When Mainers go the polls in November, they will decide whether a casino can be built in Oxford County. But this month, as 11 partisan gubernatorial candidates jockey for position for their June 8 primaries, the casino question sheds some light on their values and on the electorate’s values.

At a recent forum, Republican candidates Les Otten and Steve Abbott said they supported the Oxford County casino. Matt Jacobson said “maybe,” then “yes,” he supported it. Paul LePage said he was conflicted, but supported it. Candidates Peter Mills, Bill Beardsley and Bruce Poliquin all op-posed the idea.

At a forum in Machias, the Democratic candidates were asked not about the Oxford County referendum, but about the Passamaquoddy Tribe’s proposals for a casino in Washington County. Steve Rowe dismissed casinos as economic development. “There are better ways to stimulate the economy than gaming,” he said. Pat McGowan also panned the idea in favor of what he called sustainable jobs.

Libby Mitchell has supported the tribe’s casino efforts in the past, but said she will vote against the Oxford County proposal, saying it is not good economic development.

Rosa Scarcelli did not attend the Machias event, but said she opposes casinos because they fail to improve the economy and because “the people who can least afford it spend an inordinate amount of their income on them.”

Though the candidates will each cast one vote on the fall referendum like the rest of the electorate, one can infer values about larger issues from their views on the question.

Among those issues are the importance of quality of place. If Maine embraces one or more casinos, it may lose its cachet as the anti-Las Vegas, a place that eschews glitter and gambling for more traditional family and outdoor recreation.

Tied into the casino question is Maine’s relationship with its biggest industry, tourism. The Oxford County proposal and others before it have been cast as outdoorsy resorts in natural settings, with gambling just one amenity offered. Yet there is reasonable skepticism about that outdoorsy nature, which is likely to be little more than window dressing. A better question for candidates would seek their vision for growing tourism beyond the coast.

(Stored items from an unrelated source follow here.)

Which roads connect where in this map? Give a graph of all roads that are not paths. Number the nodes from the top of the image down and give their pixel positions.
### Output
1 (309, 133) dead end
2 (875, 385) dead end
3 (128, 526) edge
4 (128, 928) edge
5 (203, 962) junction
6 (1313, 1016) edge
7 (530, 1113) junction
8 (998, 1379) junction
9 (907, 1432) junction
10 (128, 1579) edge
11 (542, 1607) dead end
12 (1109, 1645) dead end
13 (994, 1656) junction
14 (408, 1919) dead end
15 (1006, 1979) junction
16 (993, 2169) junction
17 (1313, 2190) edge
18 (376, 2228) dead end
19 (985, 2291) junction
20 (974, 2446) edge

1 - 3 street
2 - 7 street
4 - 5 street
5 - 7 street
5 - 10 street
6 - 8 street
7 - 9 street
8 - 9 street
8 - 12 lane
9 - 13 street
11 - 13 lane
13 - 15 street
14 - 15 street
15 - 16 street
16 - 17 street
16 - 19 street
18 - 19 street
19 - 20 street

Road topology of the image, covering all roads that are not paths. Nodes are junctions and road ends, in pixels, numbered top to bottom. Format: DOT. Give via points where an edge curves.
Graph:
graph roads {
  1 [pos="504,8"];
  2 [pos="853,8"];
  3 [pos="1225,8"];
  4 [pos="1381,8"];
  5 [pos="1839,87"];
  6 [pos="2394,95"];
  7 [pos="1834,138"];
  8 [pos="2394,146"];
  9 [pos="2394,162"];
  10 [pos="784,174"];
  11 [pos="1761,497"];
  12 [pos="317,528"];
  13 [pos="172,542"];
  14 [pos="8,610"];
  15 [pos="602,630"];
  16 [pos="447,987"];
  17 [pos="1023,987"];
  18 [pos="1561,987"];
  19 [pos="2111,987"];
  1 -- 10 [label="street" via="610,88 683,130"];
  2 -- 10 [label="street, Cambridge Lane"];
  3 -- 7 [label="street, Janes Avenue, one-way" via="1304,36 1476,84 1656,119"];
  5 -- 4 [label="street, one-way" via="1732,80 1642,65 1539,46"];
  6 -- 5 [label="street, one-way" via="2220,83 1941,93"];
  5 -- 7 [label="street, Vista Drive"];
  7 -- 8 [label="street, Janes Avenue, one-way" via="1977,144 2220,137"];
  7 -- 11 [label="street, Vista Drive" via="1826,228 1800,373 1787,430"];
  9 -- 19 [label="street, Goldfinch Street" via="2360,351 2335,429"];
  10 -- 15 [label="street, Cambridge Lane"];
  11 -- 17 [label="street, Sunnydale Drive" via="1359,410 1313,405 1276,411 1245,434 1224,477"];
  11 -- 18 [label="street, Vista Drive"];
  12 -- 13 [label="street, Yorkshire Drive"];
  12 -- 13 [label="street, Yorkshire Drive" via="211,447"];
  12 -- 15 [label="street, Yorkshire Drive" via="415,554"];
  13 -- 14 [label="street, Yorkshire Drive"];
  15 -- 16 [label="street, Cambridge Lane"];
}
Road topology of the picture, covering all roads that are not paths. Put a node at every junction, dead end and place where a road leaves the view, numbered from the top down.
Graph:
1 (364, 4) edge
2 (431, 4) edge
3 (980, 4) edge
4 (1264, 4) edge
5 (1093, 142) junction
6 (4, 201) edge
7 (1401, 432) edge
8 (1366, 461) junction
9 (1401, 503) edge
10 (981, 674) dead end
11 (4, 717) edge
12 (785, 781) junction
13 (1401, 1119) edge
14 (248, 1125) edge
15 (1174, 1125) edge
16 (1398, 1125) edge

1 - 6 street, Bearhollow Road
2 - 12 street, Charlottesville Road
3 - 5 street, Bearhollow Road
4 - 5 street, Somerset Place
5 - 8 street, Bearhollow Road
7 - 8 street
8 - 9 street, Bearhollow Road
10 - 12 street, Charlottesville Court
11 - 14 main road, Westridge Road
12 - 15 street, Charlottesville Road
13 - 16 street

For some, the casino question gets to the heart of what they see as Maine’s hostility to new business. They feel Maine has too many hoops for businesses to jump through, and that candidates opposed to a casino are betraying an anti-entrepreneurial bias.

The approval of the huge Plum Creek resort and housing project for the Moosehead Lake region belies this view. A better question for candidates would be whether they see the Plum Creek project as a model for the future or a risky exploitation of resources.

Casinos also trigger the debate between the libertarian perspective and the view that government must protect people from their worst instincts.

The casino question is instructive for voters weighing the candidates, but follow-up questions about quality of place, tourism and development would reveal more.